By Charles H. Ambler; Festus P. Summers | Go to book overview

Chapter XXIX
The Educational Advance 1910-1955

ELEMENTARY AND SECONDARY

BY 1910 TWO SCHOOLS OF THOUGHT had come to grips over the control of educational policy in West Virginia: the old school which clung to discipline and experience, and the new school which subscribed to the professional philosophies of Thorndike, Dewey, Giddings, Butler, Kilpatrick, and the McMurrays. The former claimed that teachers were born, the latter that they were made. One emphasized aptitude and scholarship; the other methods and professional training. Although the old school was still dominant in 1910, it stood on the defensive as it lost ground to the advancing forces of the new. Himself a former disciplinarian of the first order, Professor J.N. Deahl of the University, who had received a doctorate from Teachers College, Columbia University, was the acknowledged leader of the new educators.

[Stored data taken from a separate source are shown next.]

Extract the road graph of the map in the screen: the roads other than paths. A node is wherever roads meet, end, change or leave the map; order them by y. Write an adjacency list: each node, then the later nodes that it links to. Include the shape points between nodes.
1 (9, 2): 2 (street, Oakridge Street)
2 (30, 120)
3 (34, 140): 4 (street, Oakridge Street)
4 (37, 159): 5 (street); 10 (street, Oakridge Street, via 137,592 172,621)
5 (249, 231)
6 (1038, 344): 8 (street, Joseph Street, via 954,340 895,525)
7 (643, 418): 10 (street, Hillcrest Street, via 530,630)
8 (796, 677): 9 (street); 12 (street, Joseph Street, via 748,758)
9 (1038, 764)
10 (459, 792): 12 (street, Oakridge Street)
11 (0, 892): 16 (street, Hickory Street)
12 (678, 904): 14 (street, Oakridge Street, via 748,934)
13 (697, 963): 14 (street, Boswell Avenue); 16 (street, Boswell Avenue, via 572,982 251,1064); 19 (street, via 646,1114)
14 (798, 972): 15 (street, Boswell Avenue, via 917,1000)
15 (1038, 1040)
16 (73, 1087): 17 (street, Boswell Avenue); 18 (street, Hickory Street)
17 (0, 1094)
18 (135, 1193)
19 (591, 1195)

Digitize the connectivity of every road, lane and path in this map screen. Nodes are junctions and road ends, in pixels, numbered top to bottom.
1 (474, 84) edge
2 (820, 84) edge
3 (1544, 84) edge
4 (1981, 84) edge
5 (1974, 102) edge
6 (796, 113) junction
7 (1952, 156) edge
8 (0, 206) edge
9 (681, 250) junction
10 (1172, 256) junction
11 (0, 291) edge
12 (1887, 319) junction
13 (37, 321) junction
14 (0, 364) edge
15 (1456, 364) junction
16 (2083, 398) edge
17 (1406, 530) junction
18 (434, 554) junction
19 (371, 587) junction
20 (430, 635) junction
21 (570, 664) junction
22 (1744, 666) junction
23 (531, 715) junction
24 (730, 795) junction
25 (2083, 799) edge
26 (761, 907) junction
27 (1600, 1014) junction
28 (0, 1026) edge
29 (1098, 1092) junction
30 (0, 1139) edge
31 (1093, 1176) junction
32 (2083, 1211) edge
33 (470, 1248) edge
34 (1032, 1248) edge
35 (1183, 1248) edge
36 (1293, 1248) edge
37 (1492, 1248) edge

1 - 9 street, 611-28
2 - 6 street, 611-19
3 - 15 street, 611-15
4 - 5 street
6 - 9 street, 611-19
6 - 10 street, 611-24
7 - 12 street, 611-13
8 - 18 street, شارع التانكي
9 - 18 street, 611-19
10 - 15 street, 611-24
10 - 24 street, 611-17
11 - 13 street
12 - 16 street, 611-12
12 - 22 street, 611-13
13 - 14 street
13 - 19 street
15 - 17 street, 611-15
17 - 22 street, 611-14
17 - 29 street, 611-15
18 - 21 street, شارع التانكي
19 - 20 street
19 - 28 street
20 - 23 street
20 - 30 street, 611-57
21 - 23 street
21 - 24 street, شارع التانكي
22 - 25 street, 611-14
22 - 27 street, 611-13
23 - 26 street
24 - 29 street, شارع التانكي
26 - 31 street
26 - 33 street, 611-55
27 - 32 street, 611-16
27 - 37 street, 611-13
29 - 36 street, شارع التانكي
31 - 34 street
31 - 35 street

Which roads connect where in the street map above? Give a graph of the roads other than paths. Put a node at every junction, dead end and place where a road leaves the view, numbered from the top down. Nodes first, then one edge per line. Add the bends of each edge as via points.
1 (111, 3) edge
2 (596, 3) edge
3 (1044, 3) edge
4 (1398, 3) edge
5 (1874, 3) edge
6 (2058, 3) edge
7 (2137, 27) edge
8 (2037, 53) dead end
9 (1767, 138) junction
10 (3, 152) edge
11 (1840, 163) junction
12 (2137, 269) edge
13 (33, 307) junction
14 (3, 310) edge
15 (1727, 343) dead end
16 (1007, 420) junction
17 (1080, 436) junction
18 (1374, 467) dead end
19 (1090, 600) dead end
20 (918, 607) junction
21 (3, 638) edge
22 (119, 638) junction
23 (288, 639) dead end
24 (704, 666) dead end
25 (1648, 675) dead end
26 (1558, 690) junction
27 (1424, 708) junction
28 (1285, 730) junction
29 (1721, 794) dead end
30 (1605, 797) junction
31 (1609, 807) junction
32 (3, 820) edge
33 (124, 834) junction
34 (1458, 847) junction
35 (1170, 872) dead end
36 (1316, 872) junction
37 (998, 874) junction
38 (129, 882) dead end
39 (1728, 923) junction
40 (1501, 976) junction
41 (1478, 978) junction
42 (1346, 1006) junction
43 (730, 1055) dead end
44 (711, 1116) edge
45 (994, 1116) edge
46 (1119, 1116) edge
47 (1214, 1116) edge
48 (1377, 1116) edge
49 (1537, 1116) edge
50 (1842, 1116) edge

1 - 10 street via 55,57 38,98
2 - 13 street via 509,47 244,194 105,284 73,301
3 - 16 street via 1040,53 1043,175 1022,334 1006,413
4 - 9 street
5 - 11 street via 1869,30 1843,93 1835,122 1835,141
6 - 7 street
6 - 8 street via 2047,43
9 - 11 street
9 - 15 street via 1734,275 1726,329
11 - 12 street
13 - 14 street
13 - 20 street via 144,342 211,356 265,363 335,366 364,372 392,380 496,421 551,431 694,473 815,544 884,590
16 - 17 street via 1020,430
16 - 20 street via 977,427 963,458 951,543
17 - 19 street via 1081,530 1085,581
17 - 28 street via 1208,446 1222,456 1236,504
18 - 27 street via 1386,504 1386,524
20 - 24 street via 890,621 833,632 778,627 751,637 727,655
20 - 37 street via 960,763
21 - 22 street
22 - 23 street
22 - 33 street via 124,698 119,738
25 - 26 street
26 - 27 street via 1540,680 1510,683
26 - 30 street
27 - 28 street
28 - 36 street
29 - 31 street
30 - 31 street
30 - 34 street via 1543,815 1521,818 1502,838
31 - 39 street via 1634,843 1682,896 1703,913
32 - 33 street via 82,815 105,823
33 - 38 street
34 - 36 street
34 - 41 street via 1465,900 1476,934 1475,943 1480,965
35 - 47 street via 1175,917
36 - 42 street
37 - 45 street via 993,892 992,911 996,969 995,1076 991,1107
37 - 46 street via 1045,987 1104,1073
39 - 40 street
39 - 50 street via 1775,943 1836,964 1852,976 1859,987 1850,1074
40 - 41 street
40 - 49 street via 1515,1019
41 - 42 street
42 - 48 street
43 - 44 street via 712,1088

Taking a cue from politics and business, the new school educators sought their objectives through control of administrative machinery. In line with this policy, the state board of education, the state board of regents, the state textbook commission, and the state vocational board were abolished in 1919 and their duties were assigned to a bipartisan state board of education of seven members, including the state superintendent of free schools. To assist this board in the performance of its duties with respect to Negroes, the act of 1919 authorized the creation of an advisory council composed of three resident Negroes, one of whom was state Supervisor of Negro schools. As never before or since, the state board of education was manned and controlled by new school educators.